Sound of today #15

Over You by Daughtry

http://www.youtube.com/watch?v=4C_oHwLcivY

/Madeleine

Emotionalism

Today I ended up in a pretty interesting discussion about the meaning of music, and why I think that so called "emotional" or "sad" music is more appealing than let's say, "happy" or"problem-free" music. The reason to why I think that is of course in my world pretty simple. Not just because I like the actual music, but because the lyrics are just more beautiful, more intelligent and contain more honest emotions than the other, in my world, "shallow" music does. These songs that I'm talking about is music by e.g. Silverstein, Escape the Fate, Three Days Grace and so on, songs that can be considered "emo" by a lot of people.

To me, music is something that can give you hope just from listening to it, since it helps you describe your feelings with words. Sure, words you have borrowed from others, but it still provides guidence while in the process of trying to understand yourself. I believe that I would be even more lost than I already am if I didn't have music. I always appreciate getting to know new sounds, when I think it's good of course, since I think that it's one of the most important things in my life. What makes it so special is just the fact that it comforts me when I need it to, since it means that others have felt the same way. It can give me different perspectives on things that concern me etc. So, according to me, it's the best kind of therapy. I wouldn't do well without it. to quote one of my t-shirts; Without music life would not be fair

/Madeleine

Sound of today #14

Surrender by Billy Talent

http://www.youtube.com/watch?v=QPabKxzcy6o

/Madeleine

Contradiction

Lyrics from Contradiction by Sonic Syndicate:


I used to be someone
But I grew to be something that I'm not
It feels like I'm cornered
By everything that you really want
Why are we here in this same old room?

(chorus)
We stand here, with damaged hope
But still we carry on
We both know and always will
It cannot end like this
We still have a long way to go

It is kind of hard
To look back on all the good times
And realise nothing
Will ever be like it used to be

I wish you were someone I can only disengage
You opend a lot of doors in me but just closed a few
You're both the poison and the antidote
Is my best not good enough for you?

They didn't build Rome in a day
We just need to ride out this storm...

Sound of today #13

The Poison by Bullet for my Valentine

http://www.youtube.com/watch?v=b8Wd7uXIuMQ

/Madeleine

The antidote

I went to a great concert a couple of days ago, with Sonic Syndicate, and I just have to say that their ballads are some of the most beautiful songs that have ever been written. I posted My Escape a couple of blogs ago, but I seriously would advise all people to listen to Condtradiction and Enclave as well. Both incredibly meaningful, poetic and amazing in every single way.

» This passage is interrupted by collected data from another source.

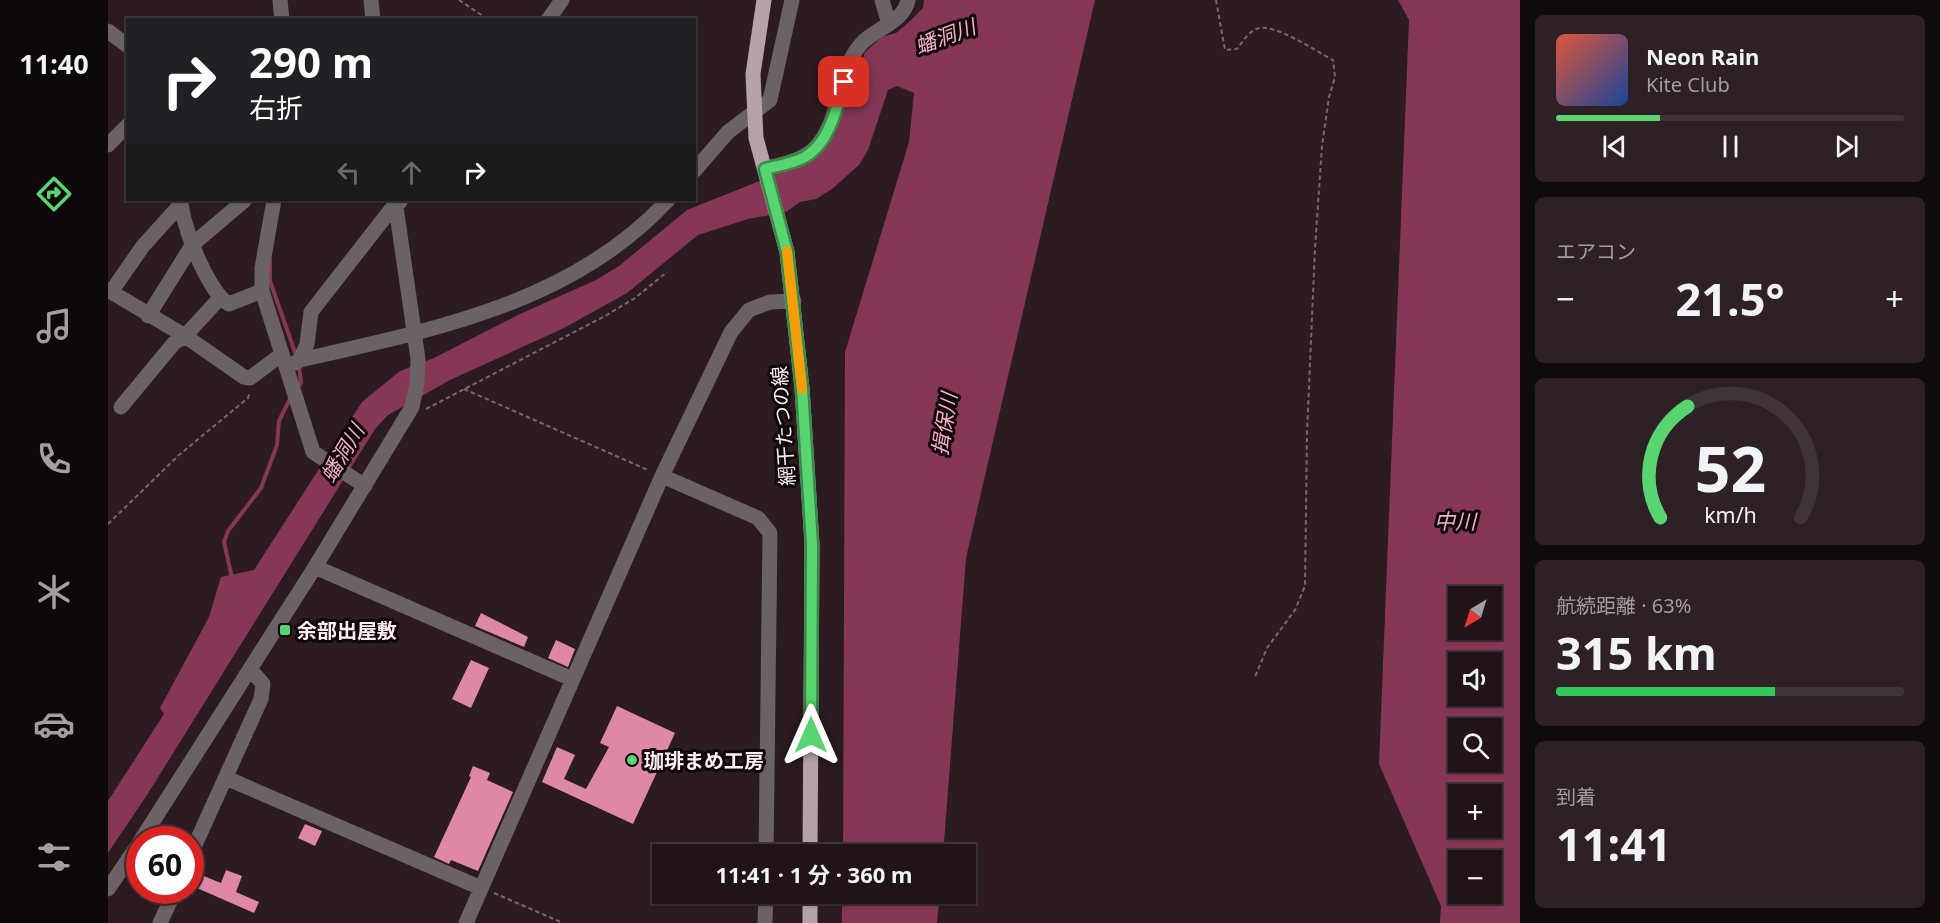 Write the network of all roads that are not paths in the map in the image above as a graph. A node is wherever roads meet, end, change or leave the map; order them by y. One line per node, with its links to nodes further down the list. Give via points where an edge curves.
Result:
1 (371, 0): 7 (street)
2 (562, 0): 8 (street)
3 (764, 0): 12 (main road, 網干たつの線, via 755,46)
4 (792, 0): 12 (street, via 770,100)
5 (882, 0): 9 (street)
6 (908, 0): 9 (street, via 902,15)
7 (373, 18)
8 (549, 18)
9 (889, 24): 16 (street, via 862,44 851,61 832,123 815,148 802,158)
10 (108, 31): 11 (street)
11 (126, 44)
12 (754, 114): 15 (street, via 728,132); 16 (main road, 網干たつの線)
13 (126, 127): 14 (street)
14 (108, 145)
15 (696, 169)
16 (765, 169): 26 (main road, 網干たつの線, via 787,252)
17 (244, 201): 22 (street)
18 (274, 201): 24 (street, via 261,268)
19 (399, 201): 28 (street); 30 (street, via 311,312 307,344)
20 (667, 201): 28 (street, via 620,245 573,275 487,312)
21 (181, 202): 22 (street); 23 (street)
22 (193, 244): 25 (street); 27 (street)
23 (109, 291): 27 (street)
24 (262, 291): 25 (street, via 229,304); 30 (street)
25 (219, 299): 29 (street)
26 (794, 301): 32 (street, via 770,302 749,310 731,332); 41 (main road, 網干たつの線, via 812,544)
27 (148, 316): 29 (street)
28 (414, 334): 30 (street); 33 (street, via 418,359 416,394 405,421)
29 (185, 336): 30 (street, via 244,377 250,378); 31 (street, via 174,343)
30 (290, 360): 33 (street, via 313,452)
31 (121, 408)
32 (662, 476): 36 (street); 40 (street, via 758,518 770,533)
33 (365, 486): 34 (street)
34 (315, 567): 35 (street); 36 (street)
35 (250, 669): 37 (street, via 261,680 264,690); 38 (street)
36 (572, 679): 43 (street)
37 (226, 778): 39 (street); 43 (street)
38 (150, 826)
39 (204, 826)
40 (766, 844)
41 (810, 844)
42 (126, 862): 44 (street)
43 (481, 888): 49 (street)
44 (108, 889)
45 (169, 904): 48 (street)
46 (766, 904): 50 (street)
47 (810, 904): 51 (main road)
48 (160, 923)
49 (465, 923)
50 (765, 923)
51 (810, 923)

Concerts have always been a great way for me to forget about the everyday, the boring stuff and the hurting things in my life. It's always been some kind of escape from reality, that just gives me the opportunity to focus on the greatness of good music and just... not care about whatever that may be bothering me at the moment. I'd call it the best kind of therapy in the world, although I know that close friends top that list by far. But concerts are still a pretty good second. I just wish there were more bands that would decide to play here in Stockholm, but since most of my favourite bands are American, that doesn't happen that often. Sonic Syndicate are swedish, which is kind of cool, but bands like Three Days Grace, Rise Against, Taking Back Sunday, The Red Jumpsuit Apparatus and Breaking Benjamin are bands that don't really visit Sweden, unfortunately. But they really, really should...

Anyhow, my point was that when things "turn grey" or go shitty, however you wanna put it, I think the best thing one can do is just to keep busy with things that infiltrate a bit of happiness that stays there, permanently for a while. To try and focus on whatever takes your mind of the bad things. I know I've mentioned this before, I guess I just need to remind myself of it as well. To tell the truth, things have been better, then again I guess they've been worse as well, I guess. There are always gonna be hurtful things in one's life, that's probably a given, but at the moment I just wish things were a bit different. I wish I didn't have to feel confused. To quote one of my best friends: Struggling is painful and letting go is painful, but not knowing what to do is the worst kind of suffering.

I think that's true. That while standing at a crossroad and not knowing which path to choose, we find ourselves being the most frustrated. In other cases, we have a goal, we have something to strive for. When we don't know what we want to do, or what we should do, the pain just sort of continues, until you don't know what to do with it anymore. Hopefully though, time makes us wiser and therefore, we can count on ourselves to do the right thing in the end.